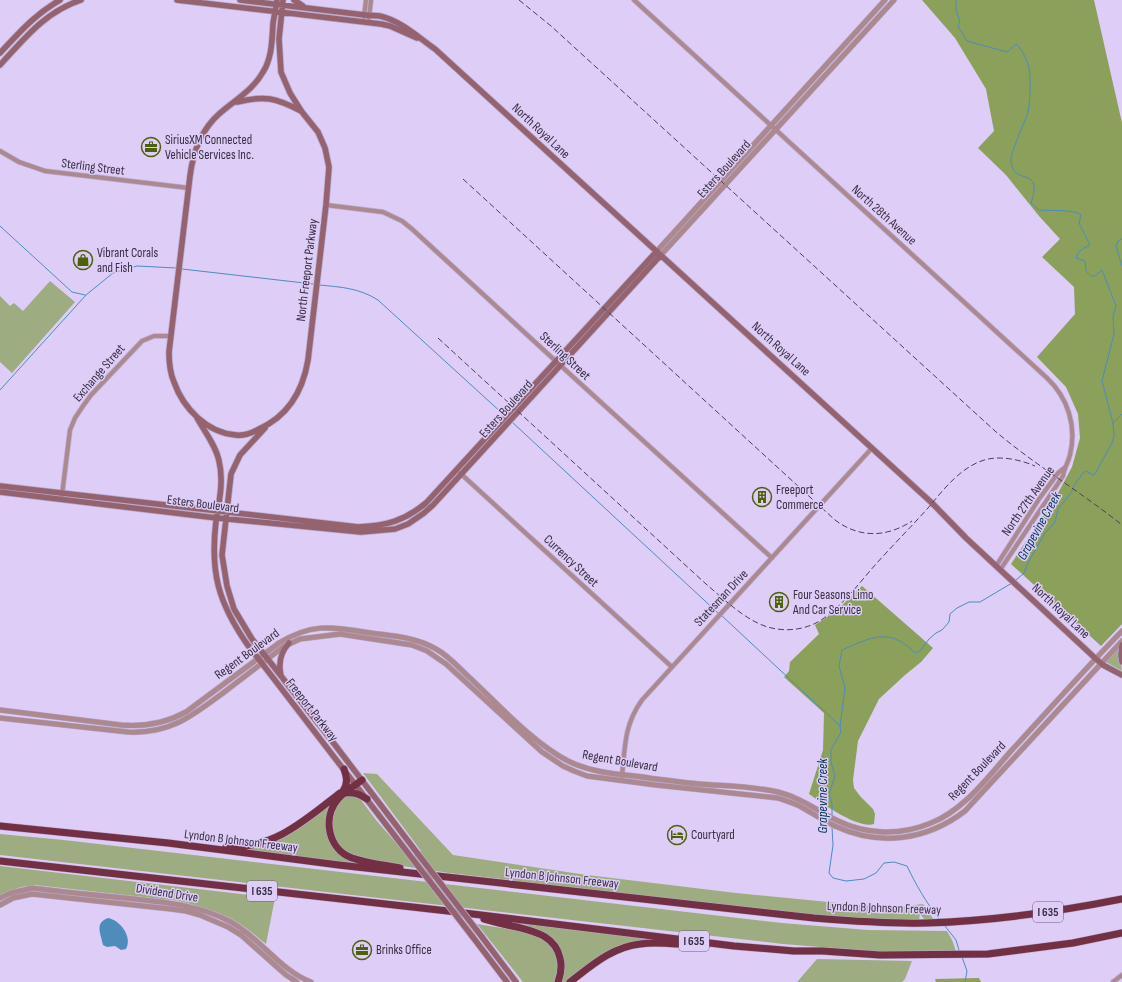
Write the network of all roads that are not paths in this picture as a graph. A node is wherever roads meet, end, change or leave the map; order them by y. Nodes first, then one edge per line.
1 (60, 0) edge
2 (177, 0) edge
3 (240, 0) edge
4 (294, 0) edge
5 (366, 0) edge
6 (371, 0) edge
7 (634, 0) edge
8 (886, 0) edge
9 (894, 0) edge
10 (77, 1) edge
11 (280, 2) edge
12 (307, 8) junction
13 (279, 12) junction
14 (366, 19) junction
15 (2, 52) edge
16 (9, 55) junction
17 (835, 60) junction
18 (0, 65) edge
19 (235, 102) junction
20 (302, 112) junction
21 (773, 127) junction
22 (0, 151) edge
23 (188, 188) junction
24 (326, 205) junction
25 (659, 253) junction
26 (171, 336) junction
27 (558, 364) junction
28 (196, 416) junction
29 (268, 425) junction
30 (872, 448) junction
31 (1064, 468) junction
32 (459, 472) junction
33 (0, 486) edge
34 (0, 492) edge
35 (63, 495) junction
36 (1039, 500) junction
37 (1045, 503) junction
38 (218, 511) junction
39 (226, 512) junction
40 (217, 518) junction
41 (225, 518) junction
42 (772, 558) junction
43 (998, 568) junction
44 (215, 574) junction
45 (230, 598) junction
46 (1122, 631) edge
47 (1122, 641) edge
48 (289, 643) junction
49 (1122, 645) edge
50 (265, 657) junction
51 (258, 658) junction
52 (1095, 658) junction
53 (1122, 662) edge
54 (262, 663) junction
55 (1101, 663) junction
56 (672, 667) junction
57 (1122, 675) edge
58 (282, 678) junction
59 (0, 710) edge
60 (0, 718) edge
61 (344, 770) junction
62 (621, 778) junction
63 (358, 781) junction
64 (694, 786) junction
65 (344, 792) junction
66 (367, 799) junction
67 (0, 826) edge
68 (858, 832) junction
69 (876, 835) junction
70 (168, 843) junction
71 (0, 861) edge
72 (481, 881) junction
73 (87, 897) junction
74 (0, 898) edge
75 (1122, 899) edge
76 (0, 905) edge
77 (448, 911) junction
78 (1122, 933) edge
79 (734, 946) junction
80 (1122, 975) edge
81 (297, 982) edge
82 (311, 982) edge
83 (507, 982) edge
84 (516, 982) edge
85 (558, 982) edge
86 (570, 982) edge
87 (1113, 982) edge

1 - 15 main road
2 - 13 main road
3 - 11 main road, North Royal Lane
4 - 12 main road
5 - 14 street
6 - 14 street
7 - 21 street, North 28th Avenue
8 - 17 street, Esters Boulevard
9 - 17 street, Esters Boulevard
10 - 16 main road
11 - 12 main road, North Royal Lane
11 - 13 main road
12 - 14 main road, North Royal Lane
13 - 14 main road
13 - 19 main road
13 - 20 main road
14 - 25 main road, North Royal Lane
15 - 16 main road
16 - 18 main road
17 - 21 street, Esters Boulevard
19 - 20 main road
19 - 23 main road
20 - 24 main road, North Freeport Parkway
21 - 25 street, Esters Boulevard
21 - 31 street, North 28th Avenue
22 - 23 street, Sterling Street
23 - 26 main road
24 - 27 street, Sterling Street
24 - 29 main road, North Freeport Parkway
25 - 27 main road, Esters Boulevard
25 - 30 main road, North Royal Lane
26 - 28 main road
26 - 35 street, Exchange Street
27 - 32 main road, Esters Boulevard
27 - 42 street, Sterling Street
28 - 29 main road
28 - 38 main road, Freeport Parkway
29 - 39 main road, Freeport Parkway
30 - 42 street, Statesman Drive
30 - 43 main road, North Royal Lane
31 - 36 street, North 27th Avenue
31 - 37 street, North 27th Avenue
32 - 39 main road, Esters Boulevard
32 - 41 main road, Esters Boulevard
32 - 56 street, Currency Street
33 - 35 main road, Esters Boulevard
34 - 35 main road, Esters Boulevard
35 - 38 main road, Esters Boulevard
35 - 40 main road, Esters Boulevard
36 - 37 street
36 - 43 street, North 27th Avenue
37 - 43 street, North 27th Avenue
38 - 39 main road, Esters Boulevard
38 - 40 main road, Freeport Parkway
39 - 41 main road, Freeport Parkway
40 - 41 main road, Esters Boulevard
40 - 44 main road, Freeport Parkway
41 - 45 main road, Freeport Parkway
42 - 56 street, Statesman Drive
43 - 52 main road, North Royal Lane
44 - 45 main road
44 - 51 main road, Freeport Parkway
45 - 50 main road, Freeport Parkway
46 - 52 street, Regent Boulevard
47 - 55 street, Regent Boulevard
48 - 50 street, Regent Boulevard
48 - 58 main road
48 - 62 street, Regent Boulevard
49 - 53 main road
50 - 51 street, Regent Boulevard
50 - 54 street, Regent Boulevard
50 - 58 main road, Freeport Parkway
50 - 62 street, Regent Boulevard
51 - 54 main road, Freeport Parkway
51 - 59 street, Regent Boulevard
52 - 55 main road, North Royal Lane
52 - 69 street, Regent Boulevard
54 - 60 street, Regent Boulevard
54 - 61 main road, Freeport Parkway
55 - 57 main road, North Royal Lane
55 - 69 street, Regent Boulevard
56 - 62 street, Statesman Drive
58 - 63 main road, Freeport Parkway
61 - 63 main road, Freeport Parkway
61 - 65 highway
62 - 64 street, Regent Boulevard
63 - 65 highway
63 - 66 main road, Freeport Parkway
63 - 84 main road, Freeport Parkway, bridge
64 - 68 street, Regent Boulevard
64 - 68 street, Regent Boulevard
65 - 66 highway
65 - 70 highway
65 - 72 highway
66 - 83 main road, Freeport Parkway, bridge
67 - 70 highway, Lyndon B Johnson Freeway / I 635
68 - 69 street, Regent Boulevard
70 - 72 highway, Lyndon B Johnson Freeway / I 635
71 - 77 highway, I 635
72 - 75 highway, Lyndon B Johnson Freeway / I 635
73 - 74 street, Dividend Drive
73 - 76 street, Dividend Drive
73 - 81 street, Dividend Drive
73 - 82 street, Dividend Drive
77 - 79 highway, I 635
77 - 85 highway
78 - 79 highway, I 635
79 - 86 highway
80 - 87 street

• • •

[What the task asks] When you write out the material, keep every line exact and leave out each picture.

[Output for this exercise]
Write the network of all roads that are not paths in this picture as a graph. A node is wherever roads meet, end, change or leave the map; order them by y. Nodes first, then one edge per line.
1 (60, 0) edge
2 (177, 0) edge
3 (240, 0) edge
4 (294, 0) edge
5 (366, 0) edge
6 (371, 0) edge
7 (634, 0) edge
8 (886, 0) edge
9 (894, 0) edge
10 (77, 1) edge
11 (280, 2) edge
12 (307, 8) junction
13 (279, 12) junction
14 (366, 19) junction
15 (2, 52) edge
16 (9, 55) junction
17 (835, 60) junction
18 (0, 65) edge
19 (235, 102) junction
20 (302, 112) junction
21 (773, 127) junction
22 (0, 151) edge
23 (188, 188) junction
24 (326, 205) junction
25 (659, 253) junction
26 (171, 336) junction
27 (558, 364) junction
28 (196, 416) junction
29 (268, 425) junction
30 (872, 448) junction
31 (1064, 468) junction
32 (459, 472) junction
33 (0, 486) edge
34 (0, 492) edge
35 (63, 495) junction
36 (1039, 500) junction
37 (1045, 503) junction
38 (218, 511) junction
39 (226, 512) junction
40 (217, 518) junction
41 (225, 518) junction
42 (772, 558) junction
43 (998, 568) junction
44 (215, 574) junction
45 (230, 598) junction
46 (1122, 631) edge
47 (1122, 641) edge
48 (289, 643) junction
49 (1122, 645) edge
50 (265, 657) junction
51 (258, 658) junction
52 (1095, 658) junction
53 (1122, 662) edge
54 (262, 663) junction
55 (1101, 663) junction
56 (672, 667) junction
57 (1122, 675) edge
58 (282, 678) junction
59 (0, 710) edge
60 (0, 718) edge
61 (344, 770) junction
62 (621, 778) junction
63 (358, 781) junction
64 (694, 786) junction
65 (344, 792) junction
66 (367, 799) junction
67 (0, 826) edge
68 (858, 832) junction
69 (876, 835) junction
70 (168, 843) junction
71 (0, 861) edge
72 (481, 881) junction
73 (87, 897) junction
74 (0, 898) edge
75 (1122, 899) edge
76 (0, 905) edge
77 (448, 911) junction
78 (1122, 933) edge
79 (734, 946) junction
80 (1122, 975) edge
81 (297, 982) edge
82 (311, 982) edge
83 (507, 982) edge
84 (516, 982) edge
85 (558, 982) edge
86 (570, 982) edge
87 (1113, 982) edge

1 - 15 main road
2 - 13 main road
3 - 11 main road, North Royal Lane
4 - 12 main road
5 - 14 street
6 - 14 street
7 - 21 street, North 28th Avenue
8 - 17 street, Esters Boulevard
9 - 17 street, Esters Boulevard
10 - 16 main road
11 - 12 main road, North Royal Lane
11 - 13 main road
12 - 14 main road, North Royal Lane
13 - 14 main road
13 - 19 main road
13 - 20 main road
14 - 25 main road, North Royal Lane
15 - 16 main road
16 - 18 main road
17 - 21 street, Esters Boulevard
19 - 20 main road
19 - 23 main road
20 - 24 main road, North Freeport Parkway
21 - 25 street, Esters Boulevard
21 - 31 street, North 28th Avenue
22 - 23 street, Sterling Street
23 - 26 main road
24 - 27 street, Sterling Street
24 - 29 main road, North Freeport Parkway
25 - 27 main road, Esters Boulevard
25 - 30 main road, North Royal Lane
26 - 28 main road
26 - 35 street, Exchange Street
27 - 32 main road, Esters Boulevard
27 - 42 street, Sterling Street
28 - 29 main road
28 - 38 main road, Freeport Parkway
29 - 39 main road, Freeport Parkway
30 - 42 street, Statesman Drive
30 - 43 main road, North Royal Lane
31 - 36 street, North 27th Avenue
31 - 37 street, North 27th Avenue
32 - 39 main road, Esters Boulevard
32 - 41 main road, Esters Boulevard
32 - 56 street, Currency Street
33 - 35 main road, Esters Boulevard
34 - 35 main road, Esters Boulevard
35 - 38 main road, Esters Boulevard
35 - 40 main road, Esters Boulevard
36 - 37 street
36 - 43 street, North 27th Avenue
37 - 43 street, North 27th Avenue
38 - 39 main road, Esters Boulevard
38 - 40 main road, Freeport Parkway
39 - 41 main road, Freeport Parkway
40 - 41 main road, Esters Boulevard
40 - 44 main road, Freeport Parkway
41 - 45 main road, Freeport Parkway
42 - 56 street, Statesman Drive
43 - 52 main road, North Royal Lane
44 - 45 main road
44 - 51 main road, Freeport Parkway
45 - 50 main road, Freeport Parkway
46 - 52 street, Regent Boulevard
47 - 55 street, Regent Boulevard
48 - 50 street, Regent Boulevard
48 - 58 main road
48 - 62 street, Regent Boulevard
49 - 53 main road
50 - 51 street, Regent Boulevard
50 - 54 street, Regent Boulevard
50 - 58 main road, Freeport Parkway
50 - 62 street, Regent Boulevard
51 - 54 main road, Freeport Parkway
51 - 59 street, Regent Boulevard
52 - 55 main road, North Royal Lane
52 - 69 street, Regent Boulevard
54 - 60 street, Regent Boulevard
54 - 61 main road, Freeport Parkway
55 - 57 main road, North Royal Lane
55 - 69 street, Regent Boulevard
56 - 62 street, Statesman Drive
58 - 63 main road, Freeport Parkway
61 - 63 main road, Freeport Parkway
61 - 65 highway
62 - 64 street, Regent Boulevard
63 - 65 highway
63 - 66 main road, Freeport Parkway
63 - 84 main road, Freeport Parkway, bridge
64 - 68 street, Regent Boulevard
64 - 68 street, Regent Boulevard
65 - 66 highway
65 - 70 highway
65 - 72 highway
66 - 83 main road, Freeport Parkway, bridge
67 - 70 highway, Lyndon B Johnson Freeway / I 635
68 - 69 street, Regent Boulevard
70 - 72 highway, Lyndon B Johnson Freeway / I 635
71 - 77 highway, I 635
72 - 75 highway, Lyndon B Johnson Freeway / I 635
73 - 74 street, Dividend Drive
73 - 76 street, Dividend Drive
73 - 81 street, Dividend Drive
73 - 82 street, Dividend Drive
77 - 79 highway, I 635
77 - 85 highway
78 - 79 highway, I 635
79 - 86 highway
80 - 87 street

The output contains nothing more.